HHS is finalizing significant modifications to the Security Rule in 2026, with compliance deadlines expected to follow within 180 days of publication. The proposed changes eliminate the flexibility that many organizations have relied on for years, converting “addressable” safeguards into mandatory requirements and adding new technical standards that will force most covered entities and business associates to overhaul their security programs.

If you manage, store, or transmit electronic protected health information (ePHI) in any capacity, the clock is ticking. Here’s exactly what’s coming, what it means for your organization, and why waiting to act is the most expensive option on the table.

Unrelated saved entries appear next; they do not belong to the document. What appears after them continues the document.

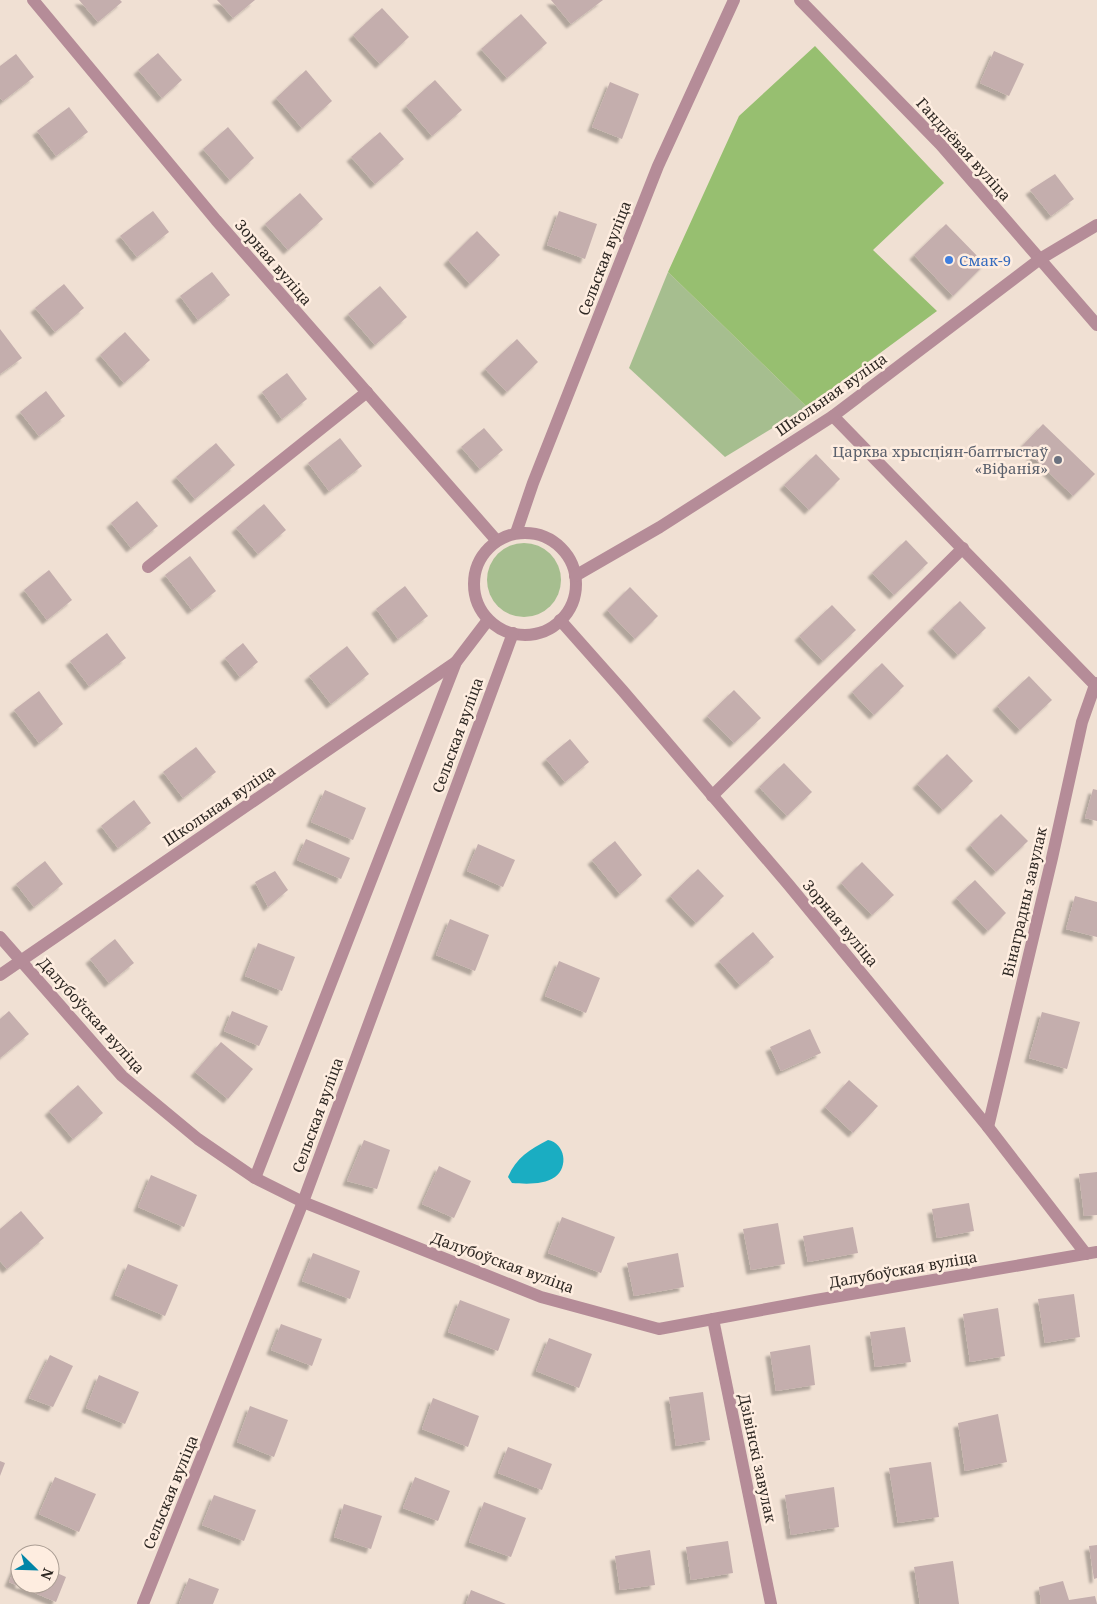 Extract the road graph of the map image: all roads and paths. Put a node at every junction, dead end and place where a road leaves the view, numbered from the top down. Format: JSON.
{"nodes":[{"id":1,"x":33,"y":0,"type":"edge"},
{"id":2,"x":734,"y":0,"type":"edge"},
{"id":3,"x":800,"y":0,"type":"edge"},
{"id":4,"x":1097,"y":225,"type":"edge"},
{"id":5,"x":1040,"y":260,"type":"junction"},
{"id":6,"x":1097,"y":325,"type":"edge"},
{"id":7,"x":367,"y":392,"type":"junction"},
{"id":8,"x":833,"y":416,"type":"junction"},
{"id":9,"x":516,"y":533,"type":"junction"},
{"id":10,"x":497,"y":541,"type":"junction"},
{"id":11,"x":963,"y":548,"type":"junction"},
{"id":12,"x":148,"y":567,"type":"dead end"},
{"id":13,"x":575,"y":576,"type":"junction"},
{"id":14,"x":488,"y":620,"type":"junction"},
{"id":15,"x":560,"y":620,"type":"junction"},
{"id":16,"x":513,"y":633,"type":"junction"},
{"id":17,"x":456,"y":662,"type":"junction"},
{"id":18,"x":1096,"y":684,"type":"edge"},
{"id":19,"x":712,"y":796,"type":"junction"},
{"id":20,"x":0,"y":937,"type":"edge"},
{"id":21,"x":21,"y":961,"type":"junction"},
{"id":22,"x":0,"y":975,"type":"edge"},
{"id":23,"x":988,"y":1127,"type":"junction"},
{"id":24,"x":255,"y":1178,"type":"junction"},
{"id":25,"x":303,"y":1202,"type":"junction"},
{"id":26,"x":1092,"y":1253,"type":"edge"},
{"id":27,"x":713,"y":1319,"type":"junction"},
{"id":28,"x":143,"y":1604,"type":"edge"},
{"id":29,"x":771,"y":1604,"type":"edge"}],
"edges":[{"from":1,"to":7,"type":"street","name":"Зорная вуліца"},
{"from":2,"to":9,"type":"street","name":"Сельская вуліца"},
{"from":3,"to":5,"type":"street","name":"Гандлёвая вуліца"},
{"from":4,"to":5,"type":"street","name":"Школьная вуліца"},
{"from":5,"to":6,"type":"street","name":"Гандлёвая вуліца"},
{"from":5,"to":8,"type":"street","name":"Школьная вуліца"},
{"from":7,"to":10,"type":"street","name":"Зорная вуліца"},
{"from":7,"to":12,"type":"street"},
{"from":8,"to":11,"type":"street","name":"Вінаградны завулак"},
{"from":8,"to":13,"type":"street","name":"Школьная вуліца"},
{"from":9,"to":10,"type":"street"},
{"from":9,"to":13,"type":"street"},
{"from":10,"to":14,"type":"street"},
{"from":11,"to":18,"type":"street","name":"Вінаградны завулак"},
{"from":11,"to":19,"type":"street"},
{"from":13,"to":15,"type":"street"},
{"from":14,"to":16,"type":"street"},
{"from":14,"to":17,"type":"street","name":"Сельская вуліца"},
{"from":15,"to":16,"type":"street"},
{"from":15,"to":19,"type":"street","name":"Зорная вуліца"},
{"from":16,"to":25,"type":"street","name":"Сельская вуліца"},
{"from":17,"to":21,"type":"street","name":"Школьная вуліца"},
{"from":17,"to":24,"type":"street","name":"Сельская вуліца"},
{"from":18,"to":23,"type":"street","name":"Вінаградны завулак"},
{"from":19,"to":23,"type":"street","name":"Зорная вуліца"},
{"from":20,"to":21,"type":"street","name":"Далубоўская вуліца"},
{"from":21,"to":22,"type":"street","name":"Школьная вуліца"},
{"from":21,"to":24,"type":"street","name":"Далубоўская вуліца"},
{"from":23,"to":26,"type":"street","name":"Зорная вуліца"},
{"from":24,"to":25,"type":"street","name":"Далубоўская вуліца"},
{"from":25,"to":27,"type":"street","name":"Далубоўская вуліца"},
{"from":25,"to":28,"type":"street","name":"Сельская вуліца"},
{"from":26,"to":27,"type":"street","name":"Далубоўская вуліца"},
{"from":27,"to":29,"type":"street","name":"Дзівінскі завулак"}]}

The New Security Rule Requirements: What HHS Is Adding

The Notice of Proposed Rulemaking (NPRM) was added to the Federal Register on January 6, 2025. After a 60-day comment period and regulatory review, HHS aims to finalize the updated rule by mid-2026. Once published, most provisions will require compliance within 180 days.

So far in 2026, the existing Security Rule requirements haven’t technically changed. But the final rule is imminent, and covered entities should be examining the new requirements now and building their compliance roadmap. Waiting until the rule is published cuts your preparation time in half.

Here are the new cybersecurity requirements HHS is expected to add:

Multi-Factor Authentication (MFA)

MFA will be required for all system access to ePHI, whether remote or onsite. The current rule treats MFA as addressable, meaning organizations could document why they chose not to implement it. That option is going away. Every user accessing systems containing ePHI will need a second authentication factor. No exceptions, no alternative justifications.

Access Controls and Session Management

Role-based access controls will be required, meaning users only access the minimum ePHI necessary for their specific job function. Automatic session timeouts will be mandated for inactive users. And when a workforce member is terminated, their system access must be revoked within one hour. Not end of day. Not next morning. One hour.

Mandatory Encryption

Encryption of ePHI both in transit and at rest moves from “addressable” to required. Under the current rule, organizations can technically document a reason for not encrypting data and remain compliant. The updated rule eliminates that loophole entirely. Every system, every database, every email containing ePHI must be encrypted going forward.

Incident Response and Reporting

Three new mandates hit this area hard. First, a written incident response plan is now required, not recommended. Second, that plan must be tested annually through tabletop exercises or live simulations. Third, incidents must be reported within 24 hours, a dramatic reduction from the current 60-day breach notification window for most scenarios.

System Recovery

Covered entities must demonstrate the capability to restore critical systems within 72 hours of an incident. This isn’t about having a backup somewhere. It’s about proving, through documented testing, that your organization can actually recover operations within three days if ransomware or a system failure takes you down.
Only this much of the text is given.